Warren Buffett is a legendary investor widely recognized for his ability to consistently deliver massive returns to Berkshire Hathaway (BRK.A) (BRK.B) shareholders. His reputation isn’t built on chasing the latest market obsessions, but on a signature investment style: identifying value stocks that offer high dividends and hold durable competitive advantages.

However, as the modern market grapples with high valuations and the “growth at any cost” mentality of the artificial intelligence era, one of Buffett’s most important warnings — stated over four decades ago — has never been more relevant. 

 

In his 1981 shareholder letter, Buffett identified a fundamental flaw in how corporations measure success, warning that managers and investors alike often prioritize the wrong metrics.

Buffett observed that most organizations, whether business-oriented or otherwise, tend to measure themselves and compensate their managers by the “yardstick of size.” He noted that if you ask a Fortune 500 manager where their company stands on that prestigious list, they will almost certainly give you a number based on sales volume.

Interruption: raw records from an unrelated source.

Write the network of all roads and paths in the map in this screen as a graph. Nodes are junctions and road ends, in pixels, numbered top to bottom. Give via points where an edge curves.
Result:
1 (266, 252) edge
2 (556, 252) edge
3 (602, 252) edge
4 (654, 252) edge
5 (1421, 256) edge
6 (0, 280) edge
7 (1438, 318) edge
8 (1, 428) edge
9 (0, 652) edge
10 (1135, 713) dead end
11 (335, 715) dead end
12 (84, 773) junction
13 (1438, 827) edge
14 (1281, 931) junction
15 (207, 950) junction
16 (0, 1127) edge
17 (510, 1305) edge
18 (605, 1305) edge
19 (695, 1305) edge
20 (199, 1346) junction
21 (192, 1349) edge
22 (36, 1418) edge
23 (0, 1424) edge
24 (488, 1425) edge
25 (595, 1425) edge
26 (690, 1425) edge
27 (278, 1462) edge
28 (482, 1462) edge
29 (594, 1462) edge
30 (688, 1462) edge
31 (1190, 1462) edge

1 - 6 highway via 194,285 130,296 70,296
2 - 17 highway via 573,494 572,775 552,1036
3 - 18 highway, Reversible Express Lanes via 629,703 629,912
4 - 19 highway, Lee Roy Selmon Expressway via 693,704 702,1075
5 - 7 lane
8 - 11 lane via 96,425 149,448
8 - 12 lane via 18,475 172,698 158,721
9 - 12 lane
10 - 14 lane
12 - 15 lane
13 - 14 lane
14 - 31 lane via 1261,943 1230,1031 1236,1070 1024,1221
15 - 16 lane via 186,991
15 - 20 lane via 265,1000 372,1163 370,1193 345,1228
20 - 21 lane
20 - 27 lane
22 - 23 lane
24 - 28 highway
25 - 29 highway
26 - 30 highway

For the modern investor, the “yardstick of size” is a deceptive measurement. It focuses on how big a company can get or how much its revenue is growing. While high growth looks impressive on a chart, it often hides a grim reality. If a company is spending a fortune on capital expenditure just to maintain those sales, the overall fundamentals of the company may be weak. Growth that eats up all available cash is not growth, it is simply expansion without value.

In contrast to the obsession with size, Buffett’s philosophy centers on companies with sustained profitability. To Buffett, a truly strong company isn’t just large; it is resilient. While at the helm of Berkshire Hathaway, he notoriously avoided overhyped stocks, instead placing capital into companies that are highly profitable. He often looked for “oversold” companies, those that the market has temporarily soured on but which possess strong fundamentals and are likely to return to their fair value. 

According to Buffett’s criteria, a profitable winner typically demonstrates strong fundamentals, consistent returns, dividend growth, and controlled volatility.

The AI Dilemma and the Modern Market

Buffett’s 1981 warning is particularly striking when looking at today’s market, which is characterized by high price-earnings ratios and a heavy reliance on artificial intelligence (AI) as a bullish momentum factor.

Currently, most of the Magnificent 7 tech giants have underperformed the broader market year-to-date. Many of these companies are caught in an “AI arms race,” continuously expanding their capex to remain ahead of the competition. This creates a significant risk for investors: If the massive investments in AI do not result in a proportionate increase in profitability, these companies may become risky to invest in.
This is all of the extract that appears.